■ Data ■
== Segment start ==

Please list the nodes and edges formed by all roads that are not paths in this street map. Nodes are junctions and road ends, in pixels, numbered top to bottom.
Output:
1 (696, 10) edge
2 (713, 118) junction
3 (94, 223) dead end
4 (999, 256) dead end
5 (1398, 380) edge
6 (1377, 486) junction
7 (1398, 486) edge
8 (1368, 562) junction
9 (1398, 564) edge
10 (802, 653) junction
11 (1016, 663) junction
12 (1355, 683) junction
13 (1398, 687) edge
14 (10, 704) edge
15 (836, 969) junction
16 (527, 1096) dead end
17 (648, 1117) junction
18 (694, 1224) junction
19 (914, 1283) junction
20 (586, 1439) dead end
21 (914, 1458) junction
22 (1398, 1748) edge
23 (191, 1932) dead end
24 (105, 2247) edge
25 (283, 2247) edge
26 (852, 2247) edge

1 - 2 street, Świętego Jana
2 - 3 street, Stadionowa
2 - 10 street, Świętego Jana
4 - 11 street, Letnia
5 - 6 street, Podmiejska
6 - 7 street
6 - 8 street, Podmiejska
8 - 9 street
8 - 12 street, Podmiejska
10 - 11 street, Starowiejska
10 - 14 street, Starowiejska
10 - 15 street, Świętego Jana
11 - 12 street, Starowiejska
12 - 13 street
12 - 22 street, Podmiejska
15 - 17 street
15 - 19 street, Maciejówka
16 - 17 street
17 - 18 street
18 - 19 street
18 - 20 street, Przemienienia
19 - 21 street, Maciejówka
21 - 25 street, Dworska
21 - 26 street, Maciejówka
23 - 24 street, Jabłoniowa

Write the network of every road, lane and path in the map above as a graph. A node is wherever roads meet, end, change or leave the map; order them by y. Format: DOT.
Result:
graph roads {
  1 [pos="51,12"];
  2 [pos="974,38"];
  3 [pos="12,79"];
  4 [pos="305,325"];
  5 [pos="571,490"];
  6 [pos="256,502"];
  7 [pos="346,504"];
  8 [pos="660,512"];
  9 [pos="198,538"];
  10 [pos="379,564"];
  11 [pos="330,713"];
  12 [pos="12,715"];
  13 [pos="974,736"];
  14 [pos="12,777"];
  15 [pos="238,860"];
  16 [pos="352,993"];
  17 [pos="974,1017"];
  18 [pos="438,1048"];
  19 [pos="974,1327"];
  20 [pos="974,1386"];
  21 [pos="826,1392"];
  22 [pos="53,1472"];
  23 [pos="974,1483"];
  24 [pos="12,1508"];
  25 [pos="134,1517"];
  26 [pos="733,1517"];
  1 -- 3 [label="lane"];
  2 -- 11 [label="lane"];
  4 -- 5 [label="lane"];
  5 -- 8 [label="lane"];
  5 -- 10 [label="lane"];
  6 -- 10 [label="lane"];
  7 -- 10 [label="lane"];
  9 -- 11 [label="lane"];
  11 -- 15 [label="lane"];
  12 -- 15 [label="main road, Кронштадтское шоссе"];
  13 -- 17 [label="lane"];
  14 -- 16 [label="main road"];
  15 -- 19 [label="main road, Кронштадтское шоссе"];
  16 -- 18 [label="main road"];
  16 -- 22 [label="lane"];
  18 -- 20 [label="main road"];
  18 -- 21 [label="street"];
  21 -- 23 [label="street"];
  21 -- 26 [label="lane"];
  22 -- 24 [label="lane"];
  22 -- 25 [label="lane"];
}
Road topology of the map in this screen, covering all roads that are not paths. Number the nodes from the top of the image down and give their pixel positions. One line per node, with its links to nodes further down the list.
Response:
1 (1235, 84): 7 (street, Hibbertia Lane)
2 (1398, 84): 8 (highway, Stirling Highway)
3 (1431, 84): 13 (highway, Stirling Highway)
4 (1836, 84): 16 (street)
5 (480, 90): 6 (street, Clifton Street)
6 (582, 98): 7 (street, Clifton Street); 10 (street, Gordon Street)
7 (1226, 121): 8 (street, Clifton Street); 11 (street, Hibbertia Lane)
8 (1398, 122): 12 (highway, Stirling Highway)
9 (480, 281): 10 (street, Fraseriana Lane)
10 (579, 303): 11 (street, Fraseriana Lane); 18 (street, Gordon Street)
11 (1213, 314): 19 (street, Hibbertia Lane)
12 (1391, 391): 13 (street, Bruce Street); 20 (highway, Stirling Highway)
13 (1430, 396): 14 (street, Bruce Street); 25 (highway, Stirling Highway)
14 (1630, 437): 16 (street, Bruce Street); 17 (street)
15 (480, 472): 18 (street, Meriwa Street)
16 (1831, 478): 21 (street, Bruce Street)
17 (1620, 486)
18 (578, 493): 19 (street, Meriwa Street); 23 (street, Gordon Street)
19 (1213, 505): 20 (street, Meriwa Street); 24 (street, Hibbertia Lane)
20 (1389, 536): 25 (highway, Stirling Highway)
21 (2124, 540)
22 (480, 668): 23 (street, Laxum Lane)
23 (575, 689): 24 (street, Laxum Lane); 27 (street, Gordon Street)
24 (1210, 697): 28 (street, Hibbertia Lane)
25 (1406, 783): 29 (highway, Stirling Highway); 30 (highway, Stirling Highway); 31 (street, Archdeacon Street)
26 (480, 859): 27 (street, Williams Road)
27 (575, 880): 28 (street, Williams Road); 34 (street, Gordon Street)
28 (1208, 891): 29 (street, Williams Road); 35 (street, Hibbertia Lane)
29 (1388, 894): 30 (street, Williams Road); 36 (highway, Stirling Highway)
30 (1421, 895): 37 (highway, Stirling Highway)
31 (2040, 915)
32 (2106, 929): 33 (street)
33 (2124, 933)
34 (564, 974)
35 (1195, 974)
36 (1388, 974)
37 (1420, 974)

== Segment end ==

■ Aim of the task ■
Please show every line of the entries above that contains the word "Stirling".

■ Reply to the exercise ■
2 (1398, 84): 8 (highway, Stirling Highway)
3 (1431, 84): 13 (highway, Stirling Highway)
8 (1398, 122): 12 (highway, Stirling Highway)
12 (1391, 391): 13 (street, Bruce Street); 20 (highway, Stirling Highway)
13 (1430, 396): 14 (street, Bruce Street); 25 (highway, Stirling Highway)
20 (1389, 536): 25 (highway, Stirling Highway)
25 (1406, 783): 29 (highway, Stirling Highway); 30 (highway, Stirling Highway); 31 (street, Archdeacon Street)
29 (1388, 894): 30 (street, Williams Road); 36 (highway, Stirling Highway)
30 (1421, 895): 37 (highway, Stirling Highway)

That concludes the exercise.